Tough game...couple of questions
I went from having my best game (IMO) of the season last night (4-2 1:40 7-inning game between two local HS powers and rivals) to my worst game of the season tonight (18-13 3:15 uglyfest between a good 4A school and a so-so prep school in a spring break tourney). I say it was my worst game of the season because I felt my strike zone tonight was a tad on the inconsistent side, mainly on the low strike. Probably had 6-8 pitches that I muffed...maybe that's not too bad in this length of game, but I hate missing that many, or even feeling like I did.
Where I got into trouble, and the basis for question #1 is: Batter foul tips, I heard, but wasn't sure of, a possible catcher's interference. Since I wasn't sure, I rang up the foul tip strike. Third base coach calmy walks up, asks what I have, and asks me, accepts my explanation, but asks me to ask my partner (who was in C, not that I think it matters). He, of course, has nothing, as you can't/don't make that call from C. However, as I walked out to him, I begin to replay the sitch in my mind and am now convinced there probably was interference. My question is: should I have overturned this call. I'm pretty sure this isn't something the BU can't overturn, and I decided to eat the foul tip strike and play ball. Two pitches later, kid hits a double, all was forgotten, but should I have overturned this?

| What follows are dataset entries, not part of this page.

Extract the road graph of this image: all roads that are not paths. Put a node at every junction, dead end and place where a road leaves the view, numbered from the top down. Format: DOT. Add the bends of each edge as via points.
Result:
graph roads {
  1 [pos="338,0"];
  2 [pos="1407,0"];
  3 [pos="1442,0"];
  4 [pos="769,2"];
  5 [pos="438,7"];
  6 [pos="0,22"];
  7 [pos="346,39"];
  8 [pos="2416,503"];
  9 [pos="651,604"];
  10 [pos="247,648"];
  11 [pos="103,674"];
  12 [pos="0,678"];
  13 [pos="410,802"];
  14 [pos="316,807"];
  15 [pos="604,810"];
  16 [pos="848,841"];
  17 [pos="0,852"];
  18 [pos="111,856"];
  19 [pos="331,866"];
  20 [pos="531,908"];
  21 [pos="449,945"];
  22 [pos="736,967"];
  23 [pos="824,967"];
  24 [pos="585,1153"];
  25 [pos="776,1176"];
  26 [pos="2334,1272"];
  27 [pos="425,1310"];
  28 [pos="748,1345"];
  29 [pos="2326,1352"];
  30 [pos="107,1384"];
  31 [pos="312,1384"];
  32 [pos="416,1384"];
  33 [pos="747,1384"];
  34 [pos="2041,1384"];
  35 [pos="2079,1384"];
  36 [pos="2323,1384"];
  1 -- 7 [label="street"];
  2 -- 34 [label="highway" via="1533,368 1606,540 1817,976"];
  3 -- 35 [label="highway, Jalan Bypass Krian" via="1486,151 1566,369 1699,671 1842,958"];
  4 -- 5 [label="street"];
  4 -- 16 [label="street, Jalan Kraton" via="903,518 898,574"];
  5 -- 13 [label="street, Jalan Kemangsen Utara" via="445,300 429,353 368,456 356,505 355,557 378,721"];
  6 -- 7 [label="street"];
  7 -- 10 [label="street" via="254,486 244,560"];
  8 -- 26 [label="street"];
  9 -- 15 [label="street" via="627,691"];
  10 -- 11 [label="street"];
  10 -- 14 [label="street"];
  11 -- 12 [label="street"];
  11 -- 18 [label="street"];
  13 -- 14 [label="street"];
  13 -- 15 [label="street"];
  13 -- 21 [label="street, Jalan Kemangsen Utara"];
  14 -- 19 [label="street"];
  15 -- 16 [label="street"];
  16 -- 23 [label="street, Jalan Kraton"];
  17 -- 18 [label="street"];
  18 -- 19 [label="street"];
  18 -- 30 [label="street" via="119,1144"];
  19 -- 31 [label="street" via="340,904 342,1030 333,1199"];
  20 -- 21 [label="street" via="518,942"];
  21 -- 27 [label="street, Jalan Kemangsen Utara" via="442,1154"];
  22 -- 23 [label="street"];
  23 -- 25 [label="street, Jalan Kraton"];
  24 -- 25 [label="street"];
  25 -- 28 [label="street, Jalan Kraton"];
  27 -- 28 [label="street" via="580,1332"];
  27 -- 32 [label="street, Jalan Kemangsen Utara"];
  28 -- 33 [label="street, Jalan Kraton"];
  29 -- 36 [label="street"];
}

Question #2: Other team's coach didn't like one of my low strikes, but by now, it was the fourth inning or so and I had called it there all game (in hindsight, again, I was calling it just about a ball below the knees...lower than I normally would call it, but I had established it there and kept it there). In this case, I probably missed it and it was mid-shin, and this probably influenced my lack of ejection that followed. He approached calmly, asked how I could call that a strike, and I told him it was the same place I'd been calling them all game, we're not discussing this any further, let's play ball. He then proceeds to ask me what the rule book defines a strike as. I tell him we're not going to discuss balls and strikes, and that's certainly not a valid question and this discussion is over. He won't leave, and repeats his question. I realize I should have dumped him right there, but I didn't. Instead I give him a loud warning (which they stress in these parts, warn first, then restrict, then eject - ejections are stressed, by the SC High School League, as a means of last resort, so maybe that's why I didn't dump him). He then tells me not to raise my voice to him, and I repeat that right back to him. I'm now about to dump him when my BU steps in between and coach retreats. I realize I let this go too far and should have dumped him when he asked the "rulebook definition" question. Opinions?
Next inning, he comes to me to make a substitution, he offers a mild apology, and we have no problems the rest of the game. However, I'm second-guessing myself the rest of the game, struggled to maintain focus, and I'm sure that caused me to muff a few other pitches the rest of the way. All in all, just a bad day, but we'll strap it on again tomorrow and do it again.
The funny thing is, the other big argument I had tonight was on something that I think is a tough call but I got absolutely right. LH batter slaps a high-hopper down the third-base line...first bounce at the edge of the homeplate dirt about a foot fair, ball goes about 30 feet or more in the air, I'm right on the line, ball crosses the base (by definition, in fair territory) and lands about 25 feet past the base about 6 inches in foul territory. I'm pointing fair ball, batter ends up on second base, here comes the defensive coach. Fans (this teams fans were sitting on the first base side, so looking right down the line, and of course all they see is the ball landing past the base in foul ground) are screaming "foul ball, are you blind?" Coach comes up and says, to the catcher, but of course directed at me "what did you see." Pipsqueak says "I saw a foul ball", coach says to me "how could you call that fair?" I explain that it bounced fair, crossed the base in fair territory, and that yes, it landed in foul territory, but that is irrelevant since it both bounced fair and crossed the base in fair territory. He blows up as he turns away and screams "how could that possibly be fair if it lands foul. Unbelievable!" Maybe I could have dumped him too.
Sorry for the rant...I think I just needed to vent. I feel better already. Guess I have some frustration over the SCHSL really wanting us to avoid ejections...I feel like warnings and restrictions are really wimpy alternatives. I think I'll just need to start keeping the league office busy.
Last edited by scarolinablue; Tue Apr 03, 2007 at 11:20pm.